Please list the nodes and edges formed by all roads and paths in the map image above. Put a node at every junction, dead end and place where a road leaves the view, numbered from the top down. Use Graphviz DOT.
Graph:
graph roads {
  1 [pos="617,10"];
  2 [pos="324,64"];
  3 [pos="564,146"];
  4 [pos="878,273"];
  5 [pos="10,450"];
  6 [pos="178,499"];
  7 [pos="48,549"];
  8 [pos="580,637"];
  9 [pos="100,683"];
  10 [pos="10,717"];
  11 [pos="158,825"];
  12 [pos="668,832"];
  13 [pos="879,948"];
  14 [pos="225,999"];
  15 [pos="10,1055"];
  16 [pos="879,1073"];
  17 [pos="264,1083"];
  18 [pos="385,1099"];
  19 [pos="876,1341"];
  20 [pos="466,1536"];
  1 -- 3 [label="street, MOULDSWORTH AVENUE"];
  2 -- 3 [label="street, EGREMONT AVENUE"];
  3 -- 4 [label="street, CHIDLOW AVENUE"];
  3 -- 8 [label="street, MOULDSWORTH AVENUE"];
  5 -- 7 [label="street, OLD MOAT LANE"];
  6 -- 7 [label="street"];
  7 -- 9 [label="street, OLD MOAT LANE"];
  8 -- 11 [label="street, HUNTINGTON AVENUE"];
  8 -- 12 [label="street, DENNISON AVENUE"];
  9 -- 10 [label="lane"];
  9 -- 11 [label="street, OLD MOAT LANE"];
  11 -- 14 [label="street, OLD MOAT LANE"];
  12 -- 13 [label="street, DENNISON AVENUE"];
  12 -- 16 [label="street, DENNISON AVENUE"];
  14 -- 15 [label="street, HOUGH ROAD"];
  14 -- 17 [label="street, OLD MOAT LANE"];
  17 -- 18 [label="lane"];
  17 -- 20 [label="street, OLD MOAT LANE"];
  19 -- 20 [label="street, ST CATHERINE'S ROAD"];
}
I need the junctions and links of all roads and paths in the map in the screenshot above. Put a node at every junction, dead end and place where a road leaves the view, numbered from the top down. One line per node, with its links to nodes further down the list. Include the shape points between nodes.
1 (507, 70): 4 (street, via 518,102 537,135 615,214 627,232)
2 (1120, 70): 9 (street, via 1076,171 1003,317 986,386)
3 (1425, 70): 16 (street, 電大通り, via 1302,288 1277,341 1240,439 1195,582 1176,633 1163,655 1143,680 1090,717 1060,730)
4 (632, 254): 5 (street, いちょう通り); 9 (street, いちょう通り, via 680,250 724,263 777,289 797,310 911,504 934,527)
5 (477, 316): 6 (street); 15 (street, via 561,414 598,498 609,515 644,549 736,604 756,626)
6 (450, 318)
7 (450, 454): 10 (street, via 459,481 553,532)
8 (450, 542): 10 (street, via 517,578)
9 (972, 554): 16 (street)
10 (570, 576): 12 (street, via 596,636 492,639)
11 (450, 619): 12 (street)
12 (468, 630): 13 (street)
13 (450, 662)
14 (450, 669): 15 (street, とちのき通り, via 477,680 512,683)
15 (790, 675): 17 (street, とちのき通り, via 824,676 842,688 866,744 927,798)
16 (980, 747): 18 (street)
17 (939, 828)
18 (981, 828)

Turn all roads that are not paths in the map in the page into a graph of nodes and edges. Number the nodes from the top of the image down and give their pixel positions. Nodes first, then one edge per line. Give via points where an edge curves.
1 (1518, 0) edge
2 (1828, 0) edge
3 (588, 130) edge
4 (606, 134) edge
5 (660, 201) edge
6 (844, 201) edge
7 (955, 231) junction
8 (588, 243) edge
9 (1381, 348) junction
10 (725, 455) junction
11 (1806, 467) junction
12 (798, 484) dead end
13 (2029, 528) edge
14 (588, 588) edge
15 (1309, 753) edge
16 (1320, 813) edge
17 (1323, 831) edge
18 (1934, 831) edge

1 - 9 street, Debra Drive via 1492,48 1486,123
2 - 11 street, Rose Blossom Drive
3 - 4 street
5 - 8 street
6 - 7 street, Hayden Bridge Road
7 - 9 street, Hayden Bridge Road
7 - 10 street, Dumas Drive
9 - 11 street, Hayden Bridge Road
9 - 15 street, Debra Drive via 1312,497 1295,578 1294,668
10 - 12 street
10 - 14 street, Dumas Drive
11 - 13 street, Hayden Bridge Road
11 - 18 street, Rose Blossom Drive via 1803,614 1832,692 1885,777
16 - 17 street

────────

### PROBLEM STATEMENT:
Give back the material in full, word for word.

### ANSWER FOR THE TASK:
Please list the nodes and edges formed by all roads and paths in the map image above. Put a node at every junction, dead end and place where a road leaves the view, numbered from the top down. Use Graphviz DOT.
Graph:
graph roads {
  1 [pos="617,10"];
  2 [pos="324,64"];
  3 [pos="564,146"];
  4 [pos="878,273"];
  5 [pos="10,450"];
  6 [pos="178,499"];
  7 [pos="48,549"];
  8 [pos="580,637"];
  9 [pos="100,683"];
  10 [pos="10,717"];
  11 [pos="158,825"];
  12 [pos="668,832"];
  13 [pos="879,948"];
  14 [pos="225,999"];
  15 [pos="10,1055"];
  16 [pos="879,1073"];
  17 [pos="264,1083"];
  18 [pos="385,1099"];
  19 [pos="876,1341"];
  20 [pos="466,1536"];
  1 -- 3 [label="street, MOULDSWORTH AVENUE"];
  2 -- 3 [label="street, EGREMONT AVENUE"];
  3 -- 4 [label="street, CHIDLOW AVENUE"];
  3 -- 8 [label="street, MOULDSWORTH AVENUE"];
  5 -- 7 [label="street, OLD MOAT LANE"];
  6 -- 7 [label="street"];
  7 -- 9 [label="street, OLD MOAT LANE"];
  8 -- 11 [label="street, HUNTINGTON AVENUE"];
  8 -- 12 [label="street, DENNISON AVENUE"];
  9 -- 10 [label="lane"];
  9 -- 11 [label="street, OLD MOAT LANE"];
  11 -- 14 [label="street, OLD MOAT LANE"];
  12 -- 13 [label="street, DENNISON AVENUE"];
  12 -- 16 [label="street, DENNISON AVENUE"];
  14 -- 15 [label="street, HOUGH ROAD"];
  14 -- 17 [label="street, OLD MOAT LANE"];
  17 -- 18 [label="lane"];
  17 -- 20 [label="street, OLD MOAT LANE"];
  19 -- 20 [label="street, ST CATHERINE'S ROAD"];
}
I need the junctions and links of all roads and paths in the map in the screenshot above. Put a node at every junction, dead end and place where a road leaves the view, numbered from the top down. One line per node, with its links to nodes further down the list. Include the shape points between nodes.
1 (507, 70): 4 (street, via 518,102 537,135 615,214 627,232)
2 (1120, 70): 9 (street, via 1076,171 1003,317 986,386)
3 (1425, 70): 16 (street, 電大通り, via 1302,288 1277,341 1240,439 1195,582 1176,633 1163,655 1143,680 1090,717 1060,730)
4 (632, 254): 5 (street, いちょう通り); 9 (street, いちょう通り, via 680,250 724,263 777,289 797,310 911,504 934,527)
5 (477, 316): 6 (street); 15 (street, via 561,414 598,498 609,515 644,549 736,604 756,626)
6 (450, 318)
7 (450, 454): 10 (street, via 459,481 553,532)
8 (450, 542): 10 (street, via 517,578)
9 (972, 554): 16 (street)
10 (570, 576): 12 (street, via 596,636 492,639)
11 (450, 619): 12 (street)
12 (468, 630): 13 (street)
13 (450, 662)
14 (450, 669): 15 (street, とちのき通り, via 477,680 512,683)
15 (790, 675): 17 (street, とちのき通り, via 824,676 842,688 866,744 927,798)
16 (980, 747): 18 (street)
17 (939, 828)
18 (981, 828)

Turn all roads that are not paths in the map in the page into a graph of nodes and edges. Number the nodes from the top of the image down and give their pixel positions. Nodes first, then one edge per line. Give via points where an edge curves.
1 (1518, 0) edge
2 (1828, 0) edge
3 (588, 130) edge
4 (606, 134) edge
5 (660, 201) edge
6 (844, 201) edge
7 (955, 231) junction
8 (588, 243) edge
9 (1381, 348) junction
10 (725, 455) junction
11 (1806, 467) junction
12 (798, 484) dead end
13 (2029, 528) edge
14 (588, 588) edge
15 (1309, 753) edge
16 (1320, 813) edge
17 (1323, 831) edge
18 (1934, 831) edge

1 - 9 street, Debra Drive via 1492,48 1486,123
2 - 11 street, Rose Blossom Drive
3 - 4 street
5 - 8 street
6 - 7 street, Hayden Bridge Road
7 - 9 street, Hayden Bridge Road
7 - 10 street, Dumas Drive
9 - 11 street, Hayden Bridge Road
9 - 15 street, Debra Drive via 1312,497 1295,578 1294,668
10 - 12 street
10 - 14 street, Dumas Drive
11 - 13 street, Hayden Bridge Road
11 - 18 street, Rose Blossom Drive via 1803,614 1832,692 1885,777
16 - 17 street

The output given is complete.